** WHAT YOU SHOULD DO **
Please repeat the line that contains "Digitize the connectivity" and every line after it, exactly, through the end of the records.

** EXERCISE MATERIALS **
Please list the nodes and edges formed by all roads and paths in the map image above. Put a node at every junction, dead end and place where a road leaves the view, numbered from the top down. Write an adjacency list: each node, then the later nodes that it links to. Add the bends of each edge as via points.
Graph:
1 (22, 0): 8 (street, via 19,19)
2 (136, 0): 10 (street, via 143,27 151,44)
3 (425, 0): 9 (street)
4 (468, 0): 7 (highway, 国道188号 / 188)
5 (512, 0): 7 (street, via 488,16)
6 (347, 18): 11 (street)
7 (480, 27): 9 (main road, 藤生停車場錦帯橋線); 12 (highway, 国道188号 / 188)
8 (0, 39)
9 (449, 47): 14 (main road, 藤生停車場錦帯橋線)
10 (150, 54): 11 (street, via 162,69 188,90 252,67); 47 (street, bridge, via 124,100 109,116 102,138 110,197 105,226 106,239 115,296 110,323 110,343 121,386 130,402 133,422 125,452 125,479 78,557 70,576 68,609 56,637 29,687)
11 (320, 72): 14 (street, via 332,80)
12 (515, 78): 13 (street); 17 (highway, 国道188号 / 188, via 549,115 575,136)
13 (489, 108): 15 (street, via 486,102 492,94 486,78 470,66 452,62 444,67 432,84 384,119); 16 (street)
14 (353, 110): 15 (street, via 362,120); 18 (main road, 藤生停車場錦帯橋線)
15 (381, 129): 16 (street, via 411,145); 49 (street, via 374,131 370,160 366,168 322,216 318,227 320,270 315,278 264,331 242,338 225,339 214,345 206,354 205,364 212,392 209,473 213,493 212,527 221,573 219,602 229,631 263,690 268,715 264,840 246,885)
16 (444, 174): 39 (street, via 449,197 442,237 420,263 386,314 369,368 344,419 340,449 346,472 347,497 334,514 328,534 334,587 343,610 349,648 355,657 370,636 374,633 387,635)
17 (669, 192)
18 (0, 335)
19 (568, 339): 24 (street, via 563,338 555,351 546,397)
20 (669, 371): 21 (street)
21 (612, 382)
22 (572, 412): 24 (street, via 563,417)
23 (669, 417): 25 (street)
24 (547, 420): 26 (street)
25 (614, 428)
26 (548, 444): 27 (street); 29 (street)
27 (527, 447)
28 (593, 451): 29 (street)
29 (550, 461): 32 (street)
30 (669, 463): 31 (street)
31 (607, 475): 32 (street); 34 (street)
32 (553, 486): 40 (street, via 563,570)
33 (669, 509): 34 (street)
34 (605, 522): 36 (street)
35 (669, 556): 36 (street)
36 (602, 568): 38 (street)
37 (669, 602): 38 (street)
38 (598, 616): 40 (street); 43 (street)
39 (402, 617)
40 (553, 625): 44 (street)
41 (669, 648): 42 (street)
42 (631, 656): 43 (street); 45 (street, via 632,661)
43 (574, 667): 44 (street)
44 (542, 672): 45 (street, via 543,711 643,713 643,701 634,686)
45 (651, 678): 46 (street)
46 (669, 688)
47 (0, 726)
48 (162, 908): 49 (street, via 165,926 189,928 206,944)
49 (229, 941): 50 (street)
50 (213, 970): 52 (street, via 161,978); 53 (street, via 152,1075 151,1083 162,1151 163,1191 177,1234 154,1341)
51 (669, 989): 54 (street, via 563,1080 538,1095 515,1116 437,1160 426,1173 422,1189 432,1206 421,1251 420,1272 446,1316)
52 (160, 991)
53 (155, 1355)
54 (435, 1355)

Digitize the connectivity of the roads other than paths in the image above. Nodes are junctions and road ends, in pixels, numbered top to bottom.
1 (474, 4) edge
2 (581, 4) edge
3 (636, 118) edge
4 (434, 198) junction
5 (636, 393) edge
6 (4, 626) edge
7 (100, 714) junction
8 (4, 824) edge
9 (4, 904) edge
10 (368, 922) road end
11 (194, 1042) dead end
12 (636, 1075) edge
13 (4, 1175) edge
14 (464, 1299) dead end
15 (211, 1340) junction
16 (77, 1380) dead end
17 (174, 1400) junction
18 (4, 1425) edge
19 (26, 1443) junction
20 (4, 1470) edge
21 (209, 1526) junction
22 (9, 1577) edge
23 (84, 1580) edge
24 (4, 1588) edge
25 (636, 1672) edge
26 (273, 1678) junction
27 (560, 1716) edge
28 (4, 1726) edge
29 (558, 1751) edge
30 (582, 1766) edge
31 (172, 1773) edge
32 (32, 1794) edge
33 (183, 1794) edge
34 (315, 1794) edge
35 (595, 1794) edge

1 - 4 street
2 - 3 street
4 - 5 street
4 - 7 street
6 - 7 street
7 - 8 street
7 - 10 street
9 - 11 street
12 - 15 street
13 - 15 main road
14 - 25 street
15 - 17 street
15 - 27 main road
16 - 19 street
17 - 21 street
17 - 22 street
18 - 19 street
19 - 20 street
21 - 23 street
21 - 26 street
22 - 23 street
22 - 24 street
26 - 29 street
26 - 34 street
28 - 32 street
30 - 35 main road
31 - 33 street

** FINISHED EXERCISE **
Digitize the connectivity of the roads other than paths in the image above. Nodes are junctions and road ends, in pixels, numbered top to bottom.
1 (474, 4) edge
2 (581, 4) edge
3 (636, 118) edge
4 (434, 198) junction
5 (636, 393) edge
6 (4, 626) edge
7 (100, 714) junction
8 (4, 824) edge
9 (4, 904) edge
10 (368, 922) road end
11 (194, 1042) dead end
12 (636, 1075) edge
13 (4, 1175) edge
14 (464, 1299) dead end
15 (211, 1340) junction
16 (77, 1380) dead end
17 (174, 1400) junction
18 (4, 1425) edge
19 (26, 1443) junction
20 (4, 1470) edge
21 (209, 1526) junction
22 (9, 1577) edge
23 (84, 1580) edge
24 (4, 1588) edge
25 (636, 1672) edge
26 (273, 1678) junction
27 (560, 1716) edge
28 (4, 1726) edge
29 (558, 1751) edge
30 (582, 1766) edge
31 (172, 1773) edge
32 (32, 1794) edge
33 (183, 1794) edge
34 (315, 1794) edge
35 (595, 1794) edge

1 - 4 street
2 - 3 street
4 - 5 street
4 - 7 street
6 - 7 street
7 - 8 street
7 - 10 street
9 - 11 street
12 - 15 street
13 - 15 main road
14 - 25 street
15 - 17 street
15 - 27 main road
16 - 19 street
17 - 21 street
17 - 22 street
18 - 19 street
19 - 20 street
21 - 23 street
21 - 26 street
22 - 23 street
22 - 24 street
26 - 29 street
26 - 34 street
28 - 32 street
30 - 35 main road
31 - 33 street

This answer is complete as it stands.